In fact, common sense dictates that there was a vanishingly small chance that Saddam had unilaterally complied with the UN and failed to produce documentation to prove it in spite of the sanctions. The fact that he didn't have the stockpiles is actually a rather bizarre revelation for everyone, including most sensible and honest opponents of the war. Every explanation for this outcome is just plain strange.

Furthermore, I think we can dismiss out of hand the idea that Saddam was unlikely to have committed future acts of aggression and use WMD's as a deterrent. He'd openly claimed that he would, and his doing so would be perfectly in character.
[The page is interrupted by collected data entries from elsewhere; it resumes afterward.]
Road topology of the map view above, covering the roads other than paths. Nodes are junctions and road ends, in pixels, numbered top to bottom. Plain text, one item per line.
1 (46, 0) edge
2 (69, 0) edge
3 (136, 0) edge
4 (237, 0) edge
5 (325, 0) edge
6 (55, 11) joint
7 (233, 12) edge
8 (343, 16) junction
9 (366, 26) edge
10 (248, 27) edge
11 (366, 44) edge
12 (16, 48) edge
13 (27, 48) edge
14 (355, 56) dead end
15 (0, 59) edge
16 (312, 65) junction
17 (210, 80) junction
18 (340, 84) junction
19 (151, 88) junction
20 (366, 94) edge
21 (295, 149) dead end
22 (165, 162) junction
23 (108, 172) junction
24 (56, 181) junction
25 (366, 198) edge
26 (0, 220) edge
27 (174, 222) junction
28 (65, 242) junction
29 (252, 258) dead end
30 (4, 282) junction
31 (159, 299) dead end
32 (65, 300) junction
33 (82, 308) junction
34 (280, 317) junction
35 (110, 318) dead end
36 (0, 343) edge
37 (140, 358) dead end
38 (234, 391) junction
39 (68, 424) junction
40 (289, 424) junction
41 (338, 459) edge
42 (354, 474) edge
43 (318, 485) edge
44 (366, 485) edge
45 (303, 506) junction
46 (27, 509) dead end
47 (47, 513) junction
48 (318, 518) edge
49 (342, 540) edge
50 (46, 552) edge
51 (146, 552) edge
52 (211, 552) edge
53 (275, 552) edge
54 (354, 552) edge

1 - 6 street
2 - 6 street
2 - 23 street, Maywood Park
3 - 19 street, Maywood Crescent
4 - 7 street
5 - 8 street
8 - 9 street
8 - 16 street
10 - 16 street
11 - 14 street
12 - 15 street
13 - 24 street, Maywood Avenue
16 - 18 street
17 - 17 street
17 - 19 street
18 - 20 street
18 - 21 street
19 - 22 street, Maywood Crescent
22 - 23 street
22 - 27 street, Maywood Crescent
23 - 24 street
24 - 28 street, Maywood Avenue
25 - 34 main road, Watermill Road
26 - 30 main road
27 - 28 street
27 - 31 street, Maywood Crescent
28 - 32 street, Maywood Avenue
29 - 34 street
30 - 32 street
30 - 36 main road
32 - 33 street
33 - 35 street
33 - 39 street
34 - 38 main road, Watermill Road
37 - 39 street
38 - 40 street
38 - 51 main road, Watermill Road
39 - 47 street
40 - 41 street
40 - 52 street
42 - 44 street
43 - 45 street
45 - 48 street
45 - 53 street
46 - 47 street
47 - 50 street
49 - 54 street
He said his ONLY mistake in invading Kuwait was that he didn't wait until he had a nuke before he did it. His big ambition in life was to be remembered as the Arab leader who stood up the West and squashed Israel. WMD's were certainly part of his game plan.
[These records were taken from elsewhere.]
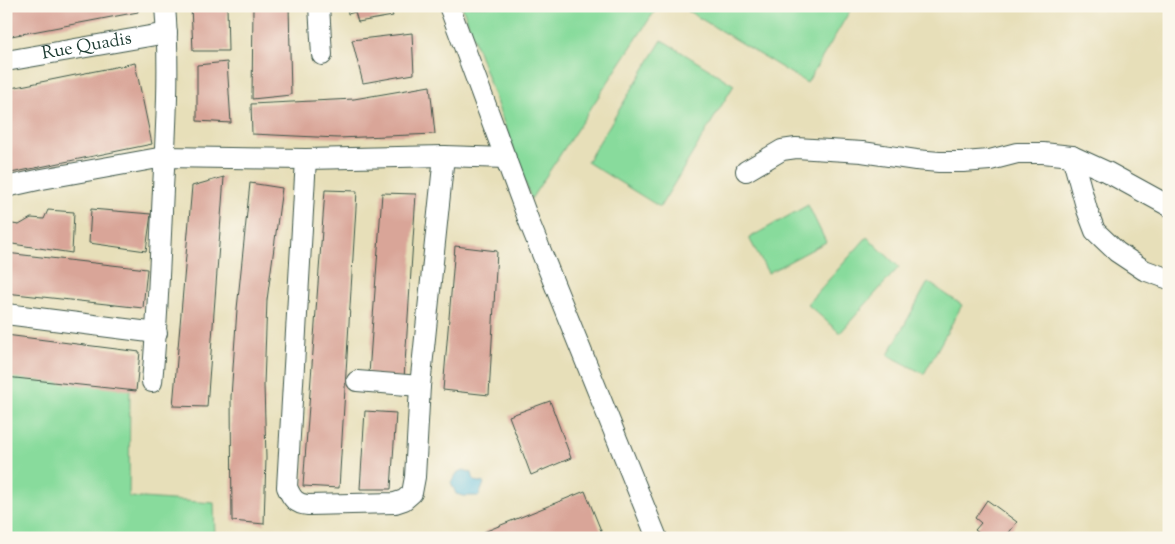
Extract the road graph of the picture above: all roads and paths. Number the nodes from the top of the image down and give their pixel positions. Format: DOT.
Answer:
graph roads {
  1 [pos="166,6"];
  2 [pos="320,6"];
  3 [pos="449,6"];
  4 [pos="167,32"];
  5 [pos="322,55"];
  6 [pos="6,61"];
  7 [pos="444,156"];
  8 [pos="1072,156"];
  9 [pos="164,157"];
  10 [pos="506,158"];
  11 [pos="306,159"];
  12 [pos="746,171"];
  13 [pos="6,187"];
  14 [pos="1169,206"];
  15 [pos="1169,279"];
  16 [pos="6,314"];
  17 [pos="157,333"];
  18 [pos="357,381"];
  19 [pos="152,382"];
  20 [pos="420,386"];
  21 [pos="657,538"];
  1 -- 4 [label="street"];
  2 -- 5 [label="street"];
  3 -- 10 [label="street"];
  4 -- 6 [label="street, Rue Quadis"];
  4 -- 9 [label="street"];
  7 -- 10 [label="street"];
  7 -- 11 [label="street"];
  7 -- 20 [label="street"];
  8 -- 12 [label="street"];
  8 -- 14 [label="street"];
  8 -- 15 [label="street"];
  9 -- 11 [label="street"];
  9 -- 13 [label="street"];
  9 -- 17 [label="street"];
  10 -- 21 [label="street"];
  11 -- 20 [label="street"];
  16 -- 17 [label="street"];
  17 -- 19 [label="street"];
  18 -- 20 [label="street"];
}
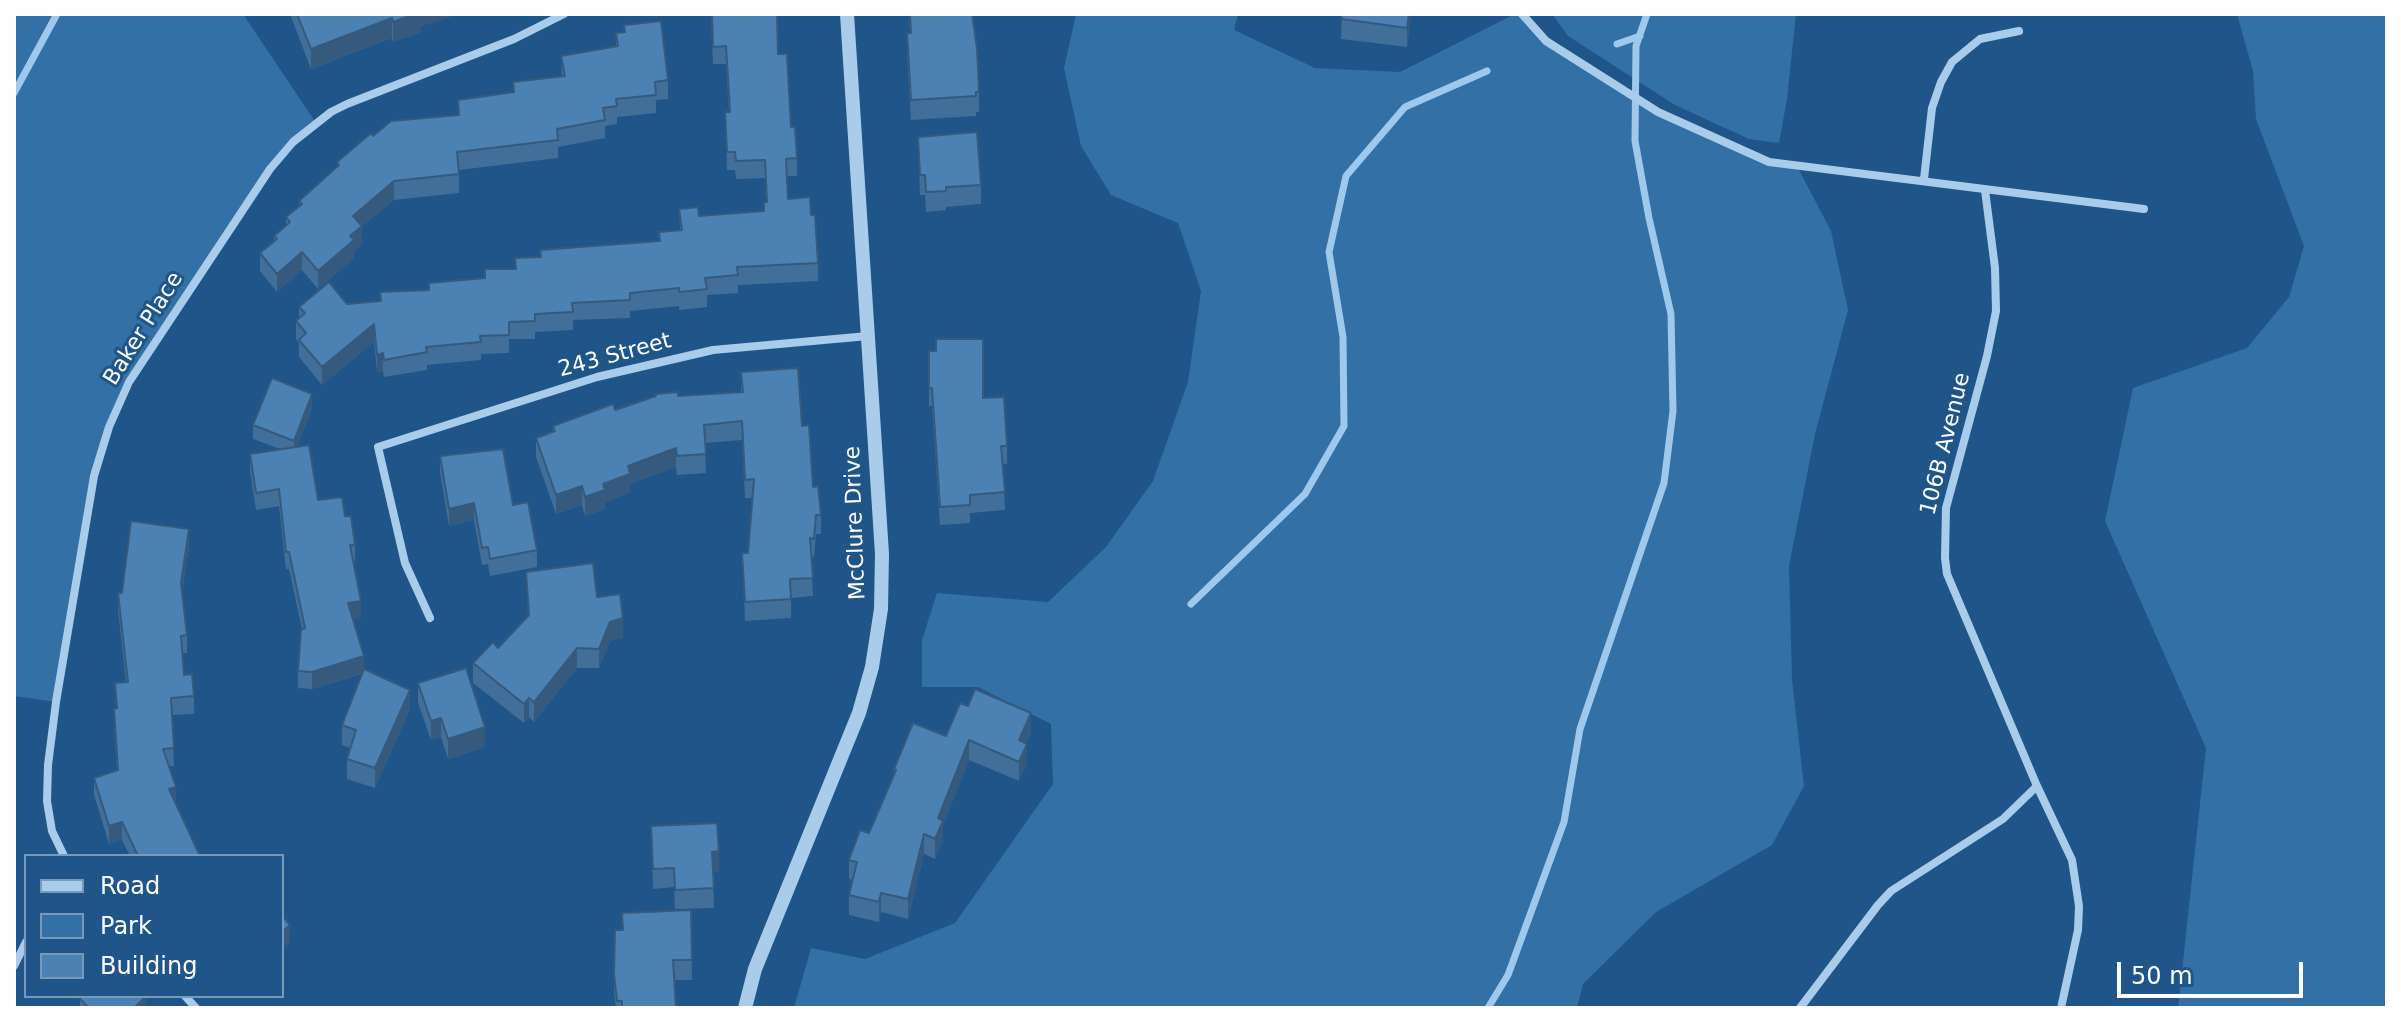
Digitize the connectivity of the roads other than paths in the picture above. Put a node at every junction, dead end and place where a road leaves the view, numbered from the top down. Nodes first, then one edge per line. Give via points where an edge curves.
1 (564, 14) edge
2 (847, 14) edge
3 (1522, 14) edge
4 (2019, 31) dead end
5 (1924, 179) junction
6 (1985, 190) junction
7 (2144, 209) dead end
8 (868, 336) junction
9 (430, 618) dead end
10 (2037, 786) junction
11 (63, 854) edge
12 (24, 946) edge
13 (14, 966) edge
14 (745, 1008) edge
15 (1800, 1008) edge
16 (2061, 1008) edge

1 - 11 street, Baker Place via 347,104 293,142 129,382 94,476 56,702 47,801
2 - 8 street, McClure Drive
3 - 5 street via 1546,41 1634,98 1744,153 1769,162
4 - 5 street via 1980,39 1952,62 1932,108
5 - 6 street
6 - 7 street
6 - 10 street, 106B Avenue via 1996,311 1946,508 1945,558 1947,574
8 - 9 street, 243 Street via 713,350 597,377 378,447 405,563
8 - 14 street, McClure Drive via 883,567 872,667 859,713 755,969
10 - 15 street via 2003,819 1891,891
10 - 16 street, 106B Avenue via 2072,860 2079,906
12 - 13 street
And, finally, the argument that Saddam was too much of an intelligent realist to ever indulge in WMD terrorism demonstrates nothing so much as a willful ignorance of Saddam. Saddam was frequently a self-destructive moron. He often committed hopelessly stupid acts of wanton destruction for no reason but revenge, and his strategy and tactics sucked rotten eggs. And, like many of America's nasty foes, he rather admired bin Laden's sucker punch on 9-11. It would not have been unlike him to try to top it, or get in on the second wave.

Posted by: Browning at February 11, 2004 07:50 PM

tano, thanks for getting more rational, too bad only insults to your type of initially simplistic argument encouraged you enough.
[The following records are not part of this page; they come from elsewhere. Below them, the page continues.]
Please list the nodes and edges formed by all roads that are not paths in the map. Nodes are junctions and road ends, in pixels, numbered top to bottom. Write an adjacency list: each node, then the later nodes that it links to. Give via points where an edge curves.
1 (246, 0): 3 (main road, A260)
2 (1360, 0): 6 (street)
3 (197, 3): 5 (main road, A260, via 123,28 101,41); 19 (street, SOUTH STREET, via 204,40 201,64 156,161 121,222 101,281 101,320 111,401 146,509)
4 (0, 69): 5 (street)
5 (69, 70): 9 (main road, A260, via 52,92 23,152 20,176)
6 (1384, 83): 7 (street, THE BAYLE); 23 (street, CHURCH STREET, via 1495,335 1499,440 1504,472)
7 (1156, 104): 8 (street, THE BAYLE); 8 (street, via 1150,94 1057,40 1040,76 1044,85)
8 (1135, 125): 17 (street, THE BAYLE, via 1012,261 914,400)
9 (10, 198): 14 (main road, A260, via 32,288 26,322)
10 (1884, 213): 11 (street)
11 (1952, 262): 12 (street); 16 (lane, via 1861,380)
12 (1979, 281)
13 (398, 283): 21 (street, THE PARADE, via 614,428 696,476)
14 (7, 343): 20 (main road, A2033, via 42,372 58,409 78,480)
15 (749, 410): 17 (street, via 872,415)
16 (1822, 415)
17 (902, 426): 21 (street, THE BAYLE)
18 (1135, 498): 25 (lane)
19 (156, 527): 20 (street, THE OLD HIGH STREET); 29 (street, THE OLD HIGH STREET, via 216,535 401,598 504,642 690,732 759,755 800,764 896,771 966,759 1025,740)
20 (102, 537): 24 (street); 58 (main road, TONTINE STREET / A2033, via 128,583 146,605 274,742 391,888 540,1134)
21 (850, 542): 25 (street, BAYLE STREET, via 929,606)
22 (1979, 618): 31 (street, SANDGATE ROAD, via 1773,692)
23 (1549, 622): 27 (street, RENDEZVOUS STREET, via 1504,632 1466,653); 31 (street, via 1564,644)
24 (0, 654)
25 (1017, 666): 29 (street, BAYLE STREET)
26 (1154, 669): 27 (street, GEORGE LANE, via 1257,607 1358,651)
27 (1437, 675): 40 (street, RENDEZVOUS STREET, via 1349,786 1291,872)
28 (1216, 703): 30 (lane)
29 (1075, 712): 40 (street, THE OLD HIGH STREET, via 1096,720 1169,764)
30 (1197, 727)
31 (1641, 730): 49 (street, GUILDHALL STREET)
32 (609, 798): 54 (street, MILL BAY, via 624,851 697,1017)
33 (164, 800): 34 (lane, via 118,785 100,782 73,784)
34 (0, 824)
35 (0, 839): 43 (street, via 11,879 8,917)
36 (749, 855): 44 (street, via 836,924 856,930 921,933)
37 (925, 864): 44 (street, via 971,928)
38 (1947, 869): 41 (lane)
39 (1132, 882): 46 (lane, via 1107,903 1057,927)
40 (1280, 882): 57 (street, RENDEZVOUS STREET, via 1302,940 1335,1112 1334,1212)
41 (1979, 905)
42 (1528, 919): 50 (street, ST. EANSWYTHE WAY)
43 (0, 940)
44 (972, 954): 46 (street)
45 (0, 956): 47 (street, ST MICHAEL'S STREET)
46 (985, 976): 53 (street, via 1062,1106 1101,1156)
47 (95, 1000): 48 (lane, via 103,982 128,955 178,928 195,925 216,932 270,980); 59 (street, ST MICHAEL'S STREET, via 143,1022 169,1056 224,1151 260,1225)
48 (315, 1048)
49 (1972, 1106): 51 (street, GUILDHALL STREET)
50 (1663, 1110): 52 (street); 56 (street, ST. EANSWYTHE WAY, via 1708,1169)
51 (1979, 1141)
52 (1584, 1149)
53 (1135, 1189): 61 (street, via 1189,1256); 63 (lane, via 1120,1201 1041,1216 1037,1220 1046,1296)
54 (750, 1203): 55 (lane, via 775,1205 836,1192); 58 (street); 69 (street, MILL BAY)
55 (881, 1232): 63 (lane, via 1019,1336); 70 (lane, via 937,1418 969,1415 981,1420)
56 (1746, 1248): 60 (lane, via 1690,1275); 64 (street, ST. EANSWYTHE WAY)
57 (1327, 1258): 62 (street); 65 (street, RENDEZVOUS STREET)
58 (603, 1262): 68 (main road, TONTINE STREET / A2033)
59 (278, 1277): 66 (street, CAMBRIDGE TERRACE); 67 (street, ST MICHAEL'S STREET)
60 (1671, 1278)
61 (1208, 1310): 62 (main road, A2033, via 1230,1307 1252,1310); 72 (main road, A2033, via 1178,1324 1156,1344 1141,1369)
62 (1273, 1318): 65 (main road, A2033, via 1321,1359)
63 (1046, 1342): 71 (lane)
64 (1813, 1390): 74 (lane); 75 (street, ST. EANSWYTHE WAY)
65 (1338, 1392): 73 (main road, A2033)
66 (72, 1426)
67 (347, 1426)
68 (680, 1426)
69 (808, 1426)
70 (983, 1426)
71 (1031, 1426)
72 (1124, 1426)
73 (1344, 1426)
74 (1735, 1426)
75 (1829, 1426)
You are totally correct that war, invasion, etc are not statistic decisions -- statistics depends on "the law of large numbers". Flip a coin a hundred times, etc., what's the chance of heads? About 50%. And lots of great math to examine drawing to inside flushes, fair bets, good decisions, etc., based on statistics.

Look at the outcomes, for all decisions tob e considered, quantify the VALUE of the outcomes; consider the different PROBABILITIES of each outcome, which change according to the decision.
The expected value of a decision becomes the sum of the outcome Values * the prob. of that outcome.

The math, once learned, is a reasonable tool to examine other, one time decisions -- but then use Bayesian estimates of probabilites. [Among statisticians there are "religious" wars about Bayes & probability & frequency].

So: after Blix in Feb 03 says Saddam is not fully cooperting (less than 100%), decision. Attack, or not attack. Main variables, WMD kills Americans in the next 10 years; $USD cost of decision.

Estimates, before the attack:
Attack-A, costs $200 bil, chance of WMD killing 1000+ Americans is ?? maybe 1 in 1,000 (0.1%)

Not Attack, costs $30 bil, chance of WMD killing 1000+ Americans is ?? maybe 1 in 10 (10%);

In this analysis we are arguing over our guesses as to the probabilities. And there's no proof, nor can there be, about what the "true" probability is.

I'm really, really frightened of WMDs, and No. Korea & Iran & Lybia & Pakistan & Saudi Arabia.
You can see that in my 10% chance of becoming a WMD target. I assume the anti-war folk had much lower probabilites of the US being a target w/o attacking Iraq; "very very small", perhaps 1 in 100 or 1000.

But Smokey, what do you think the chance of No. Korea having a nuke is? (I think 99%) Thanks to Clinton & Carter, who thought their 94 deal made the chance of NK going nuke "very very small". BAD decision, then; or at least poor estimation of the likely outcomes.

You could alos add some other costs:
A--cost of American lives; cost of Iraqi lives; benefit of no Saddam -- quantify costs (really tough).

Not A--little cost in American lives in continuing or dropping the no fly zone; cost of Iraqi lives under Saddam; cost of Saddam staying (and winning against America, again, while "hiding his WMDs")

but this gets messier and messier. The honesty of math is that it forces users to quantify & document, in numbers. So disagreements are more clear. But the future can only be estimated.